[Mono-devel-list] Alias analysis
Massimiliano Mantione
massi at ximian.com
Wed Jan 26 18:15:51 EST 2005
This is a possible plan to implement alias analysis.
Those interested can read, and comment on it so that I have
some feedback...
Purpose of alias analysis: understand the operations performed
on local variables, so that SSA can be enabled, and liveness
information will be not only "conservatively correct", but as
accurate as possible.
This means we are (in this step) only interested in the aliasing
of local variables, and not of storage locations external to the
current method (analyzing aliasing of those locations could lead
to the elimination of redundant operations on them, or other
optimizations, but this is not the goal now).
So, what should alias analysis do?
[1] Detect when local variables are aliased.
Basically, this means watching when the address of a variable
is taken.
[2] Understand where the address that has been taken goes.
This is important for the effectiveness of the next step:
[3] Whenever an address is used, if the address is actually an
alias, this means that the aliased variable is used. The use
could be a load or a store (according to how the pointer is
used, for reading or writing).
The key point is that we should be accurate.
Being conservative, one could say that whenever a pointer is
used, all variables are potentially used. This would produce
correct code, but would not help much in optimizing it.
Instead, we should reason in the following way: every time a
pointer is used, only the variables potentially aliased by that
pointer are potentially used.
In fact, a variable whose address is never taken is not aliased.
And also a variable whose address *has* been taken is obviously
unaffected by operations on *other* addresses: this is why step
two is important, so that step three will be more accurate.
Now, how should this be implemented?
This raises another question, which in fact is more important:
how would the JIT code make use of the aliasing data?
Before answering this, let's look at what the code does now.

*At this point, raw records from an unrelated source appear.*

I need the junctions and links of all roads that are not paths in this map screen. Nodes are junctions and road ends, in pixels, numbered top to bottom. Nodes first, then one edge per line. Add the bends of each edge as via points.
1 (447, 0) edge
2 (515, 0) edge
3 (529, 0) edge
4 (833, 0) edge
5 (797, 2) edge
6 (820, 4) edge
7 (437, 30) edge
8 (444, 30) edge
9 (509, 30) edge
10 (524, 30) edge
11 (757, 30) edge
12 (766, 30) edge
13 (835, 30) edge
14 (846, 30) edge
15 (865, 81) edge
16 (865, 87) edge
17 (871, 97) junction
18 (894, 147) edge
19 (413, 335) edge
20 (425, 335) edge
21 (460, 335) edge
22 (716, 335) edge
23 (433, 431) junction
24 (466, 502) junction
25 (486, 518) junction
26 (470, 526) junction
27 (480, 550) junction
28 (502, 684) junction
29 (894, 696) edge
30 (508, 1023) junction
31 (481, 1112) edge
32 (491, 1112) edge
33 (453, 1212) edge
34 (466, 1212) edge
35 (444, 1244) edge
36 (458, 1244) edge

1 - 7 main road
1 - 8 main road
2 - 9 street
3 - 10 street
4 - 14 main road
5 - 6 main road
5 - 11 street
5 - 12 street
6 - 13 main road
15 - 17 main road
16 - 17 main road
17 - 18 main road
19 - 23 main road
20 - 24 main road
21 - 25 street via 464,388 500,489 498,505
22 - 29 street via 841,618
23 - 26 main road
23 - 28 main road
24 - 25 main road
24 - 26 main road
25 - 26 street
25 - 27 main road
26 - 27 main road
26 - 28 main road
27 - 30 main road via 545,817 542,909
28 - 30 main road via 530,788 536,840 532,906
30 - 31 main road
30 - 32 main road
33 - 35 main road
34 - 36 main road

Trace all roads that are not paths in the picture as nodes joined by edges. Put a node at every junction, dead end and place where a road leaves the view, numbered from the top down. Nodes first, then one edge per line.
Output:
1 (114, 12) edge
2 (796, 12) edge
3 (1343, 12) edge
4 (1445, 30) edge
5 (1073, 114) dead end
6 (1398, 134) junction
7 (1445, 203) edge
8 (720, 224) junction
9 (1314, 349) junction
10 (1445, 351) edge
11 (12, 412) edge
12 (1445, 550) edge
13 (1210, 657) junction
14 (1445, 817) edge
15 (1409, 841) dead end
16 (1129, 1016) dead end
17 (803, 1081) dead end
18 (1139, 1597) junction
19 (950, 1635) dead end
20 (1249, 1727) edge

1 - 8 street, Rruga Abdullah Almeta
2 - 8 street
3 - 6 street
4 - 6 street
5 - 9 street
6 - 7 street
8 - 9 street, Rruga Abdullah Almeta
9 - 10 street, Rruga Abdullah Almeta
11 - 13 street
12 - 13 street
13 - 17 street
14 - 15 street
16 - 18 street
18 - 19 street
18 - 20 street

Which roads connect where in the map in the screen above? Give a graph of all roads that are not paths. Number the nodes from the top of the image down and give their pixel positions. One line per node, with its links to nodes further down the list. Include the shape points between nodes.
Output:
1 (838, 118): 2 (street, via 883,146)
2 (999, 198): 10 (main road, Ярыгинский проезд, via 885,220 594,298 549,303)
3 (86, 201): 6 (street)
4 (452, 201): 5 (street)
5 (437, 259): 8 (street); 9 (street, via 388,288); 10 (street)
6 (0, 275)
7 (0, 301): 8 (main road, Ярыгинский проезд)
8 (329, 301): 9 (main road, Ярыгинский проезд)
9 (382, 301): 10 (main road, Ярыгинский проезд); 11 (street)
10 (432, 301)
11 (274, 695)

Currently there is an enum that states which kind of operation
is performed on local variables, and every instruction is flagged
with one of the values (MONO_SSA_NOP is the default):
/* values for MonoInst.ssa_op */
enum {
MONO_SSA_NOP,
MONO_SSA_LOAD,
MONO_SSA_STORE,
MONO_SSA_MAYBE_LOAD,
MONO_SSA_MAYBE_STORE
};
The LOAD and STORE values are widely used, often (always?) with
the assumption that "inst->inst_i0->inst_c0" is a valid variable
index. IMHO, when reworking these flags, it would be wise not to
break this assumption. Basically, these values flag pure "read"
and "write" accesses to local variables or arguments.
The MONO_SSA_NOP value, as said, is the default.
It is used explicitly only when making a MonoInst a NOP inside
the ssa code, and it is tested only in one place, in local copy
propagation. The test is the following: if a MonoInst is a store,
but it is flagged MONO_SSA_NOP, assume that we do not know where
it is stored, so invalidate the state of *all* local variables
(because all of them have now a potentially unknown value).
The MONO_SSA_MAYBE_LOAD value has a misleading name.
It is set in each MonoInst that takes the address of a local (or
argument). Note that this operation is not really a load, the
variable value is not used and the variable itself is unchanged.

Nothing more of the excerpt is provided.